Selma Shapiro was the director of the museum from shortly after its establishment in 1973 until 2004. After her retirement, she continued to serve as a volunteer until shortly before her death in 2011. In the early 1980s Shapiro was the first recipient of the Tennessee Arts Commission's Gordon Holl Arts Administrator Award. In 2005 the American Association of Museums named her to its Centennial Honor Roll, recognizing her as one of 100 American "museum champions" who had worked during the past century to innovate, improve and expand how museums in the United States serve the public.

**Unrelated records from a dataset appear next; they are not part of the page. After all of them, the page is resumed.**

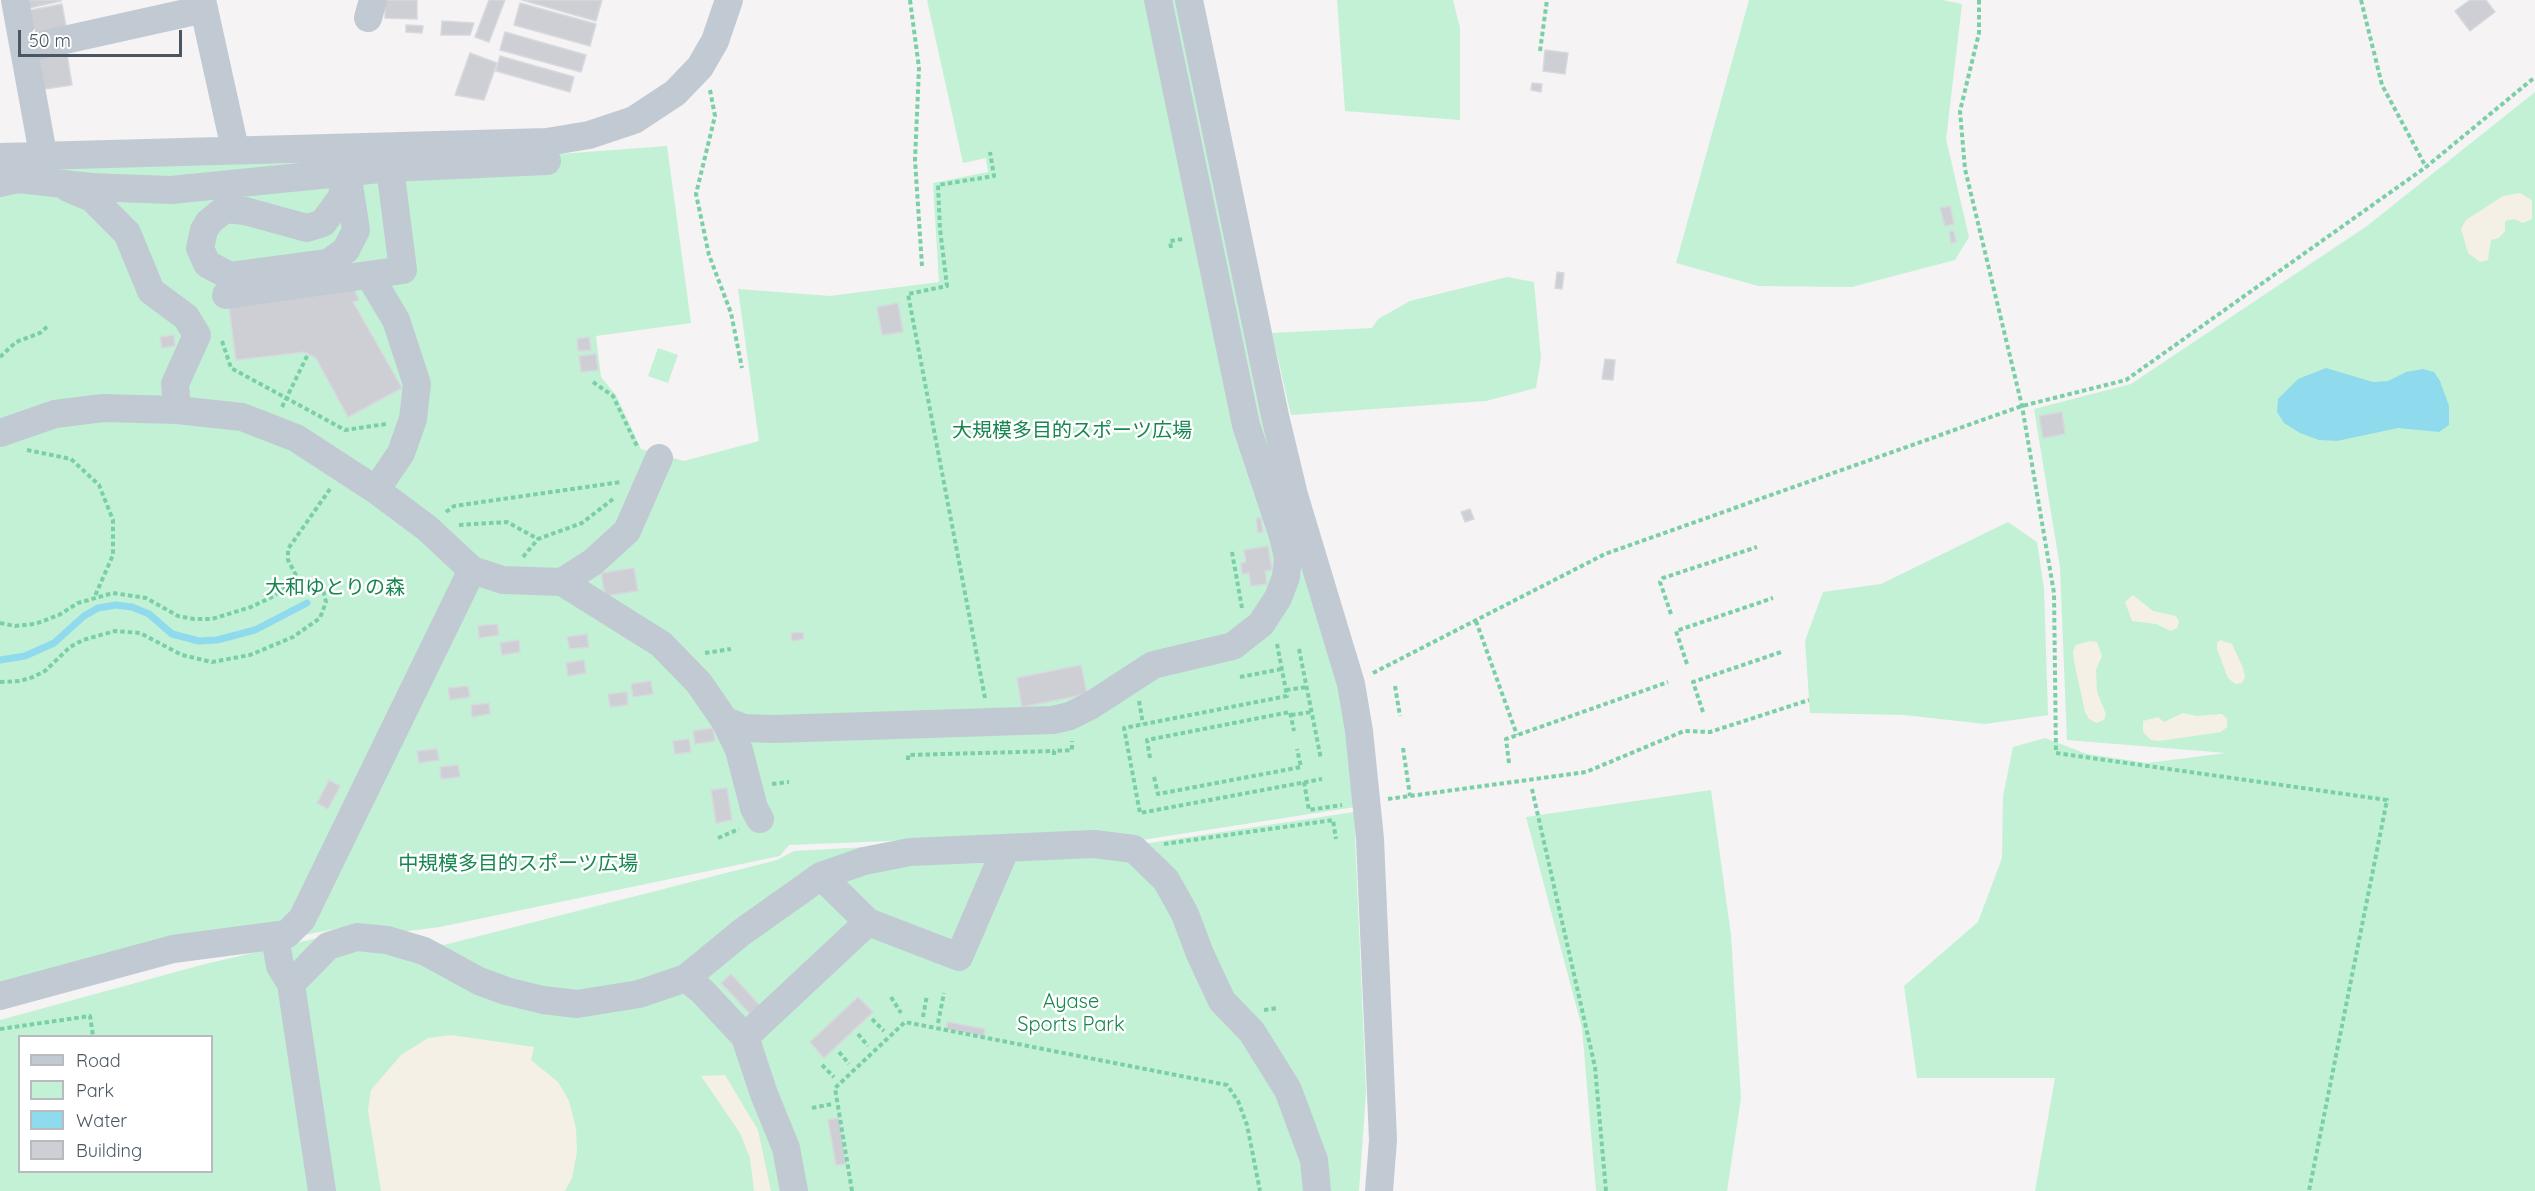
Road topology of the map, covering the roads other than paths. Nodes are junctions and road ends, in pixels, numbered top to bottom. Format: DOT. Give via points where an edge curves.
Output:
graph roads {
  1 [pos="15,0"];
  2 [pos="729,0"];
  3 [pos="1158,0"];
  4 [pos="1189,0"];
  5 [pos="203,5"];
  6 [pos="24,49"];
  7 [pos="235,149"];
  8 [pos="43,154"];
  9 [pos="0,157"];
  10 [pos="348,159"];
  11 [pos="547,161"];
  12 [pos="390,168"];
  13 [pos="0,183"];
  14 [pos="55,183"];
  15 [pos="369,275"];
  16 [pos="226,295"];
  17 [pos="177,410"];
  18 [pos="9,442"];
  19 [pos="659,458"];
  20 [pos="376,490"];
  21 [pos="472,570"];
  22 [pos="562,582"];
  23 [pos="725,721"];
  24 [pos="760,819"];
  25 [pos="1006,848"];
  26 [pos="821,876"];
  27 [pos="868,922"];
  28 [pos="275,937"];
  29 [pos="686,978"];
  30 [pos="291,984"];
  31 [pos="0,996"];
  32 [pos="745,1037"];
  33 [pos="322,1191"];
  34 [pos="794,1191"];
  35 [pos="1317,1191"];
  36 [pos="1378,1191"];
  1 -- 6 [label="street"];
  2 -- 10 [label="street" via="715,41 700,67 675,93 634,120 589,135 547,142"];
  3 -- 23 [label="street" via="1246,425 1288,558 1278,598 1256,609 1260,624 1233,646 1153,665 1070,716 1053,720 774,729 744,728"];
  4 -- 36 [label="street" via="1275,416 1294,495 1351,684 1359,730 1370,839 1383,1140"];
  5 -- 6 [label="street"];
  5 -- 7 [label="street"];
  6 -- 8 [label="street"];
  7 -- 8 [label="street"];
  7 -- 10 [label="street"];
  8 -- 9 [label="street"];
  10 -- 10 [label="street" via="356,230 346,250 328,263 230,276 207,264 200,248 204,230 225,209 245,210 307,228 323,223 342,197"];
  10 -- 12 [label="street"];
  10 -- 14 [label="street" via="171,190"];
  11 -- 12 [label="street"];
  12 -- 15 [label="street" via="403,270"];
  13 -- 14 [label="street" via="18,179"];
  14 -- 17 [label="street" via="92,198 127,233 151,291 186,317 197,335 175,384"];
  15 -- 16 [label="street"];
  15 -- 20 [label="street" via="396,320 417,384 413,419 400,453"];
  17 -- 18 [label="street" via="103,408 55,414"];
  17 -- 20 [label="street" via="242,417 272,427 296,438"];
  19 -- 22 [label="street" via="627,531 593,562"];
  20 -- 21 [label="street" via="427,528"];
  21 -- 22 [label="street" via="503,580"];
  21 -- 28 [label="street" via="302,919 287,934"];
  22 -- 23 [label="street" via="661,644 699,683"];
  23 -- 24 [label="street" via="739,750"];
  25 -- 26 [label="street" via="910,852 864,861"];
  25 -- 27 [label="street" via="959,957"];
  25 -- 35 [label="street" via="1094,844 1134,849 1166,880 1222,1001 1252,1032 1288,1090 1314,1160"];
  26 -- 27 [label="street"];
  26 -- 29 [label="street"];
  27 -- 32 [label="street"];
  28 -- 30 [label="street" via="280,966"];
  28 -- 31 [label="street" via="173,949"];
  29 -- 30 [label="street" via="639,994 577,1004 543,1000 479,981 424,951 387,940 357,938 328,946"];
  29 -- 32 [label="street"];
  30 -- 33 [label="street"];
  32 -- 34 [label="street" via="786,1148"];
}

During the period 1978 to 1982 the Children's Museum conducted a public education project known as "An Appalachian Experience," funded by a $376,000 grant from the National Endowment for the Humanities. The project resulted in the development of teaching materials on Appalachia and the 1982 publication of An Encyclopedia of East Tennessee, edited by James R. Stokely III and Jeff D. Johnson (ISBN 978-0960683208).

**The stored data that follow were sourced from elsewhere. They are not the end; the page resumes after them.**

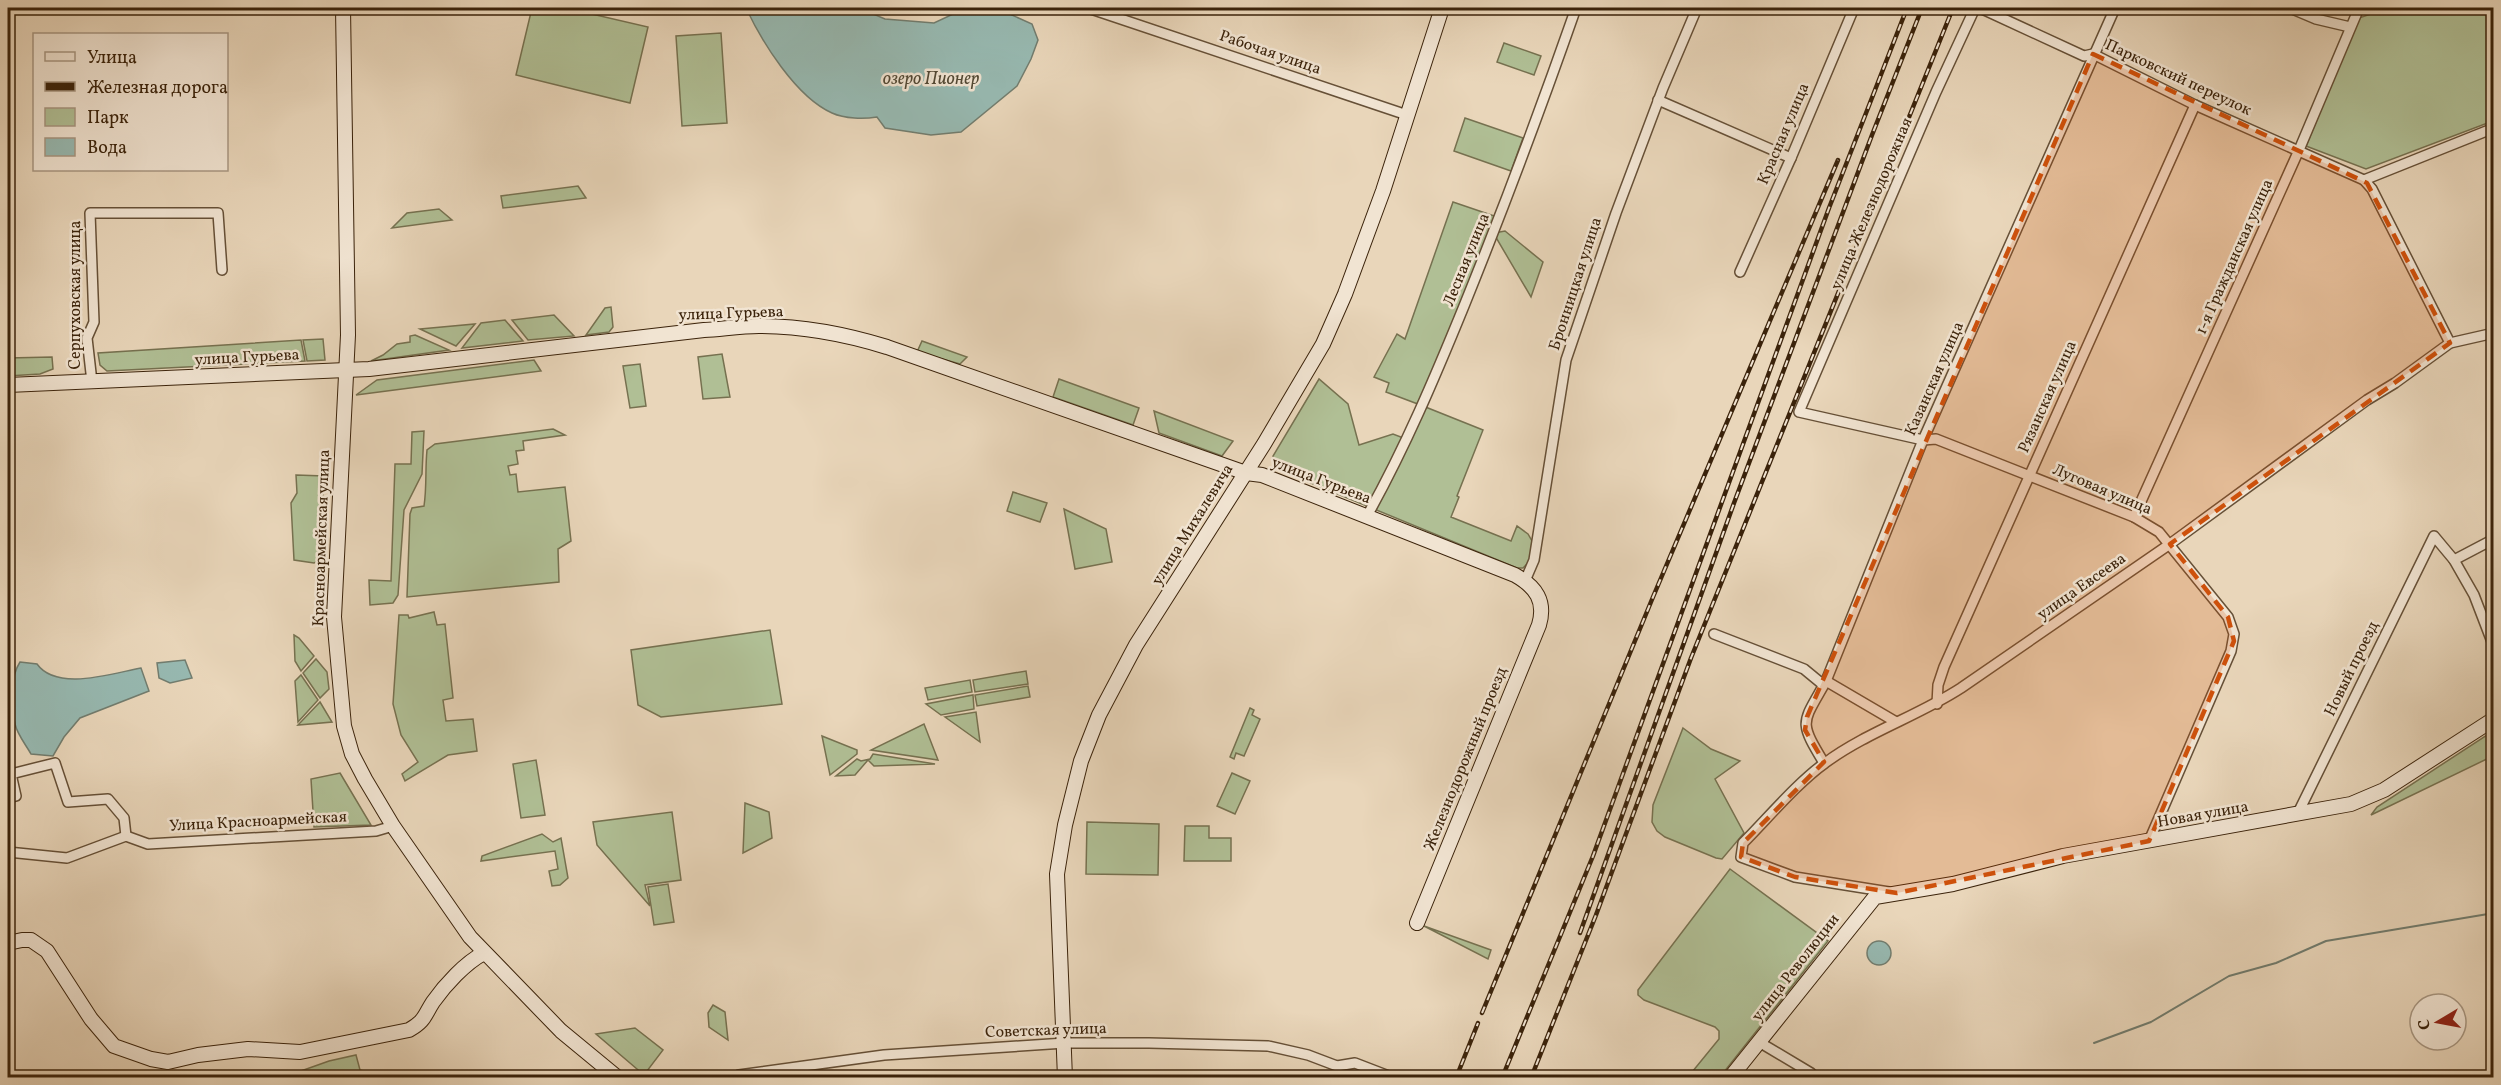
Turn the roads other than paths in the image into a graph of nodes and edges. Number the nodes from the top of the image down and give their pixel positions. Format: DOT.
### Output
graph roads {
  1 [pos="343,8"];
  2 [pos="1088,8"];
  3 [pos="1442,8"];
  4 [pos="1576,8"];
  5 [pos="1697,8"];
  6 [pos="1854,8"];
  7 [pos="1974,8"];
  8 [pos="1980,8"];
  9 [pos="2115,8"];
  10 [pos="2290,8"];
  11 [pos="2359,8"];
  12 [pos="2350,27"];
  13 [pos="2093,54"];
  14 [pos="1658,100"];
  15 [pos="2195,105"];
  16 [pos="1407,116"];
  17 [pos="2493,128"];
  18 [pos="2299,150"];
  19 [pos="1791,158"];
  20 [pos="2364,180"];
  21 [pos="222,270"];
  22 [pos="1740,272"];
  23 [pos="2493,333"];
  24 [pos="2450,343"];
  25 [pos="346,370"];
  26 [pos="92,382"];
  27 [pos="8,386"];
  28 [pos="1799,412"];
  29 [pos="1923,440"];
  30 [pos="1246,473"];
  31 [pos="2029,476"];
  32 [pos="1367,516"];
  33 [pos="2134,517"];
  34 [pos="2493,539"];
  35 [pos="2170,544"];
  36 [pos="2454,560"];
  37 [pos="1525,581"];
  38 [pos="1714,634"];
  39 [pos="2493,647"];
  40 [pos="1826,681"];
  41 [pos="1937,704"];
  42 [pos="2493,719"];
  43 [pos="1896,722"];
  44 [pos="1824,763"];
  45 [pos="8,798"];
  46 [pos="2297,815"];
  47 [pos="393,825"];
  48 [pos="126,836"];
  49 [pos="2149,841"];
  50 [pos="8,852"];
  51 [pos="1897,893"];
  52 [pos="1417,922"];
  53 [pos="8,943"];
  54 [pos="484,953"];
  55 [pos="1759,1042"];
  56 [pos="1065,1043"];
  57 [pos="618,1077"];
  58 [pos="734,1077"];
  59 [pos="1065,1077"];
  60 [pos="1394,1077"];
  61 [pos="1730,1077"];
  62 [pos="1809,1077"];
  1 -- 25 [label="main road, Красноармейская улица"];
  2 -- 16 [label="street, Рабочая улица"];
  3 -- 16 [label="main road, улица Михалевича"];
  4 -- 32 [label="street, Лесная улица"];
  5 -- 14 [label="street, Бронницкая улица"];
  6 -- 19 [label="street, Красная улица"];
  7 -- 28 [label="street, улица Железнодорожная"];
  8 -- 13 [label="street, Парковский переулок"];
  9 -- 13 [label="street, Казанская улица"];
  10 -- 12 [label="street"];
  11 -- 12 [label="street, 1-я Гражданская улица"];
  12 -- 18 [label="street, 1-я Гражданская улица"];
  13 -- 15 [label="street, Парковский переулок"];
  13 -- 29 [label="street, Казанская улица"];
  14 -- 19 [label="street"];
  14 -- 37 [label="street, Бронницкая улица"];
  15 -- 18 [label="street, Парковский переулок"];
  15 -- 31 [label="street, Рязанская улица"];
  16 -- 30 [label="main road, улица Михалевича"];
  17 -- 20 [label="street"];
  18 -- 20 [label="street, Парковский переулок"];
  18 -- 33 [label="street, 1-я Гражданская улица"];
  19 -- 22 [label="street, Красная улица"];
  20 -- 24 [label="street"];
  21 -- 26 [label="street, Серпуховская улица"];
  23 -- 24 [label="street"];
  24 -- 35 [label="street, улица Евсеева"];
  25 -- 26 [label="main road, улица Гурьева"];
  25 -- 30 [label="main road, улица Гурьева"];
  25 -- 47 [label="main road, Красноармейская улица"];
  26 -- 27 [label="main road, улица Гурьева"];
  28 -- 29 [label="street, Луговая улица"];
  29 -- 31 [label="street, Луговая улица"];
  29 -- 40 [label="street, Казанская улица"];
  30 -- 32 [label="main road, улица Гурьева"];
  30 -- 56 [label="main road, улица Михалевича"];
  31 -- 33 [label="street, Луговая улица"];
  31 -- 41 [label="street, Рязанская улица"];
  32 -- 37 [label="main road, улица Гурьева"];
  33 -- 35 [label="street, Луговая улица"];
  34 -- 36 [label="street"];
  35 -- 41 [label="street, улица Евсеева"];
  35 -- 49 [label="street, Луговая улица"];
  36 -- 39 [label="street"];
  36 -- 46 [label="street, Новый проезд"];
  37 -- 52 [label="main road, Железнодорожный проезд"];
  38 -- 40 [label="street"];
  40 -- 43 [label="street"];
  40 -- 44 [label="street, Казанская улица"];
  41 -- 43 [label="street, улица Евсеева"];
  42 -- 46 [label="main road, Новая улица"];
  43 -- 44 [label="street, улица Евсеева"];
  44 -- 51 [label="street, улица Евсеева"];
  45 -- 48 [label="street"];
  46 -- 49 [label="main road, Новая улица"];
  47 -- 48 [label="street, Улица Красноармейская"];
  47 -- 54 [label="main road, Красноармейская улица"];
  48 -- 50 [label="street"];
  49 -- 51 [label="main road, Новая улица"];
  51 -- 55 [label="main road, улица Революции"];
  53 -- 54 [label="main road"];
  54 -- 57 [label="main road, Красноармейская улица"];
  55 -- 61 [label="main road, улица Революции"];
  55 -- 62 [label="street"];
  56 -- 58 [label="street, Советская улица"];
  56 -- 59 [label="main road, улица Михалевича"];
  56 -- 60 [label="street, Советская улица"];
}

==Highland View Elementary School==
The Highland View Elementary School that houses the museum was one of several elementary schools built in Oak Ridge to serve the children of Manhattan Project employees. It was completed in 1944 at a cost of $181,000. With 25 classrooms, it was intended to house up to 765 students. In 1993, when the Oak Ridge Historic District was listed on the National Register of Historic Places, the school building was included as a contributing property.

==Collections==
Next to toys the museum also has several historical collections.

- Joyce Maienschein's large Girl Scout collection.
- Historical Oak Ridge newspapers.
- William G. Pollard collection, professor of physics and founder of Oak Ridge Associated Universities.
- Charles Vanden Bulck collection, the chief administrative officer for the Manhattan Project.
- Alvin M. Weinberg collection, nuclear physicist and administrator of Oak Ridge National Laboratory.
- Ed Westcott collection with photos and several of his cameras.